Print every entry again, precisely as written.

*** Source records

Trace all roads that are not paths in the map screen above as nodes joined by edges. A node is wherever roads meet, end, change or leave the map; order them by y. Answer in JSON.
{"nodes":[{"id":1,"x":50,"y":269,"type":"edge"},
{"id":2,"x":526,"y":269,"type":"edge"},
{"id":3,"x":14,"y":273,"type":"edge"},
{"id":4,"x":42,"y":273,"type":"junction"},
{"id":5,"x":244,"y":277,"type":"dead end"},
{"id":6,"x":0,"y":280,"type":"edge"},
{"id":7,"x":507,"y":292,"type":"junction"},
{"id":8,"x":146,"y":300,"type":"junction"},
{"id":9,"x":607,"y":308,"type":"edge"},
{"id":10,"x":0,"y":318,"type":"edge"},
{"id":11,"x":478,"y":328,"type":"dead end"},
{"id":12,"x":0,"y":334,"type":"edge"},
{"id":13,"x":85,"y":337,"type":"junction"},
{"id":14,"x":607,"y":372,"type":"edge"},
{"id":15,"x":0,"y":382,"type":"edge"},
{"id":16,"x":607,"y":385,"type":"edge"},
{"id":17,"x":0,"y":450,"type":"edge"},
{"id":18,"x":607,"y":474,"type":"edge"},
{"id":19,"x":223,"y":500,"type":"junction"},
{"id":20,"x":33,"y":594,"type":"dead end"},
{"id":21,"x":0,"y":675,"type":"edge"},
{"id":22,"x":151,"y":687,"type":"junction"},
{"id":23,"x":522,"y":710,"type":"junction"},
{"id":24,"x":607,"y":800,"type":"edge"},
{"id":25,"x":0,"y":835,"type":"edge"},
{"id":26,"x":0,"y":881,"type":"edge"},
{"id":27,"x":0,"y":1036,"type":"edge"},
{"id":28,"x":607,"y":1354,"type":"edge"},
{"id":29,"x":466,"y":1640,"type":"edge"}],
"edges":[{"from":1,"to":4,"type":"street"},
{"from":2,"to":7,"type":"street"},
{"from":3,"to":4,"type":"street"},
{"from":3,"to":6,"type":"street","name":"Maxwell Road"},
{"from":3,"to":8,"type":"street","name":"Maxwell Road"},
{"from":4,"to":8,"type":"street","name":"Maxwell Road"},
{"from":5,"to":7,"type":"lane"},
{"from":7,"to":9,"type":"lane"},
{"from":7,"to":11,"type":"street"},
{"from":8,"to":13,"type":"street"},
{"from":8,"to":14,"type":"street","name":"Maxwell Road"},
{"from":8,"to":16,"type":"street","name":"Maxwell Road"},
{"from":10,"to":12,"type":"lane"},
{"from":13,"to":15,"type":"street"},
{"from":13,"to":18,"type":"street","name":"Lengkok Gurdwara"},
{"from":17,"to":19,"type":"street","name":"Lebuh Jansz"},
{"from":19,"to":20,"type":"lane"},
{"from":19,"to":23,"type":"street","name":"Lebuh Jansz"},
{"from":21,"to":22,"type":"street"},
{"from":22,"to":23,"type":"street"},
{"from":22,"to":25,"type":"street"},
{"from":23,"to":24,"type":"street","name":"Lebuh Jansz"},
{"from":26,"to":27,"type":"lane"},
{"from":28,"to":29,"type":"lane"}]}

******

Task solution
Trace all roads that are not paths in the map screen above as nodes joined by edges. A node is wherever roads meet, end, change or leave the map; order them by y. Answer in JSON.
{"nodes":[{"id":1,"x":50,"y":269,"type":"edge"},
{"id":2,"x":526,"y":269,"type":"edge"},
{"id":3,"x":14,"y":273,"type":"edge"},
{"id":4,"x":42,"y":273,"type":"junction"},
{"id":5,"x":244,"y":277,"type":"dead end"},
{"id":6,"x":0,"y":280,"type":"edge"},
{"id":7,"x":507,"y":292,"type":"junction"},
{"id":8,"x":146,"y":300,"type":"junction"},
{"id":9,"x":607,"y":308,"type":"edge"},
{"id":10,"x":0,"y":318,"type":"edge"},
{"id":11,"x":478,"y":328,"type":"dead end"},
{"id":12,"x":0,"y":334,"type":"edge"},
{"id":13,"x":85,"y":337,"type":"junction"},
{"id":14,"x":607,"y":372,"type":"edge"},
{"id":15,"x":0,"y":382,"type":"edge"},
{"id":16,"x":607,"y":385,"type":"edge"},
{"id":17,"x":0,"y":450,"type":"edge"},
{"id":18,"x":607,"y":474,"type":"edge"},
{"id":19,"x":223,"y":500,"type":"junction"},
{"id":20,"x":33,"y":594,"type":"dead end"},
{"id":21,"x":0,"y":675,"type":"edge"},
{"id":22,"x":151,"y":687,"type":"junction"},
{"id":23,"x":522,"y":710,"type":"junction"},
{"id":24,"x":607,"y":800,"type":"edge"},
{"id":25,"x":0,"y":835,"type":"edge"},
{"id":26,"x":0,"y":881,"type":"edge"},
{"id":27,"x":0,"y":1036,"type":"edge"},
{"id":28,"x":607,"y":1354,"type":"edge"},
{"id":29,"x":466,"y":1640,"type":"edge"}],
"edges":[{"from":1,"to":4,"type":"street"},
{"from":2,"to":7,"type":"street"},
{"from":3,"to":4,"type":"street"},
{"from":3,"to":6,"type":"street","name":"Maxwell Road"},
{"from":3,"to":8,"type":"street","name":"Maxwell Road"},
{"from":4,"to":8,"type":"street","name":"Maxwell Road"},
{"from":5,"to":7,"type":"lane"},
{"from":7,"to":9,"type":"lane"},
{"from":7,"to":11,"type":"street"},
{"from":8,"to":13,"type":"street"},
{"from":8,"to":14,"type":"street","name":"Maxwell Road"},
{"from":8,"to":16,"type":"street","name":"Maxwell Road"},
{"from":10,"to":12,"type":"lane"},
{"from":13,"to":15,"type":"street"},
{"from":13,"to":18,"type":"street","name":"Lengkok Gurdwara"},
{"from":17,"to":19,"type":"street","name":"Lebuh Jansz"},
{"from":19,"to":20,"type":"lane"},
{"from":19,"to":23,"type":"street","name":"Lebuh Jansz"},
{"from":21,"to":22,"type":"street"},
{"from":22,"to":23,"type":"street"},
{"from":22,"to":25,"type":"street"},
{"from":23,"to":24,"type":"street","name":"Lebuh Jansz"},
{"from":26,"to":27,"type":"lane"},
{"from":28,"to":29,"type":"lane"}]}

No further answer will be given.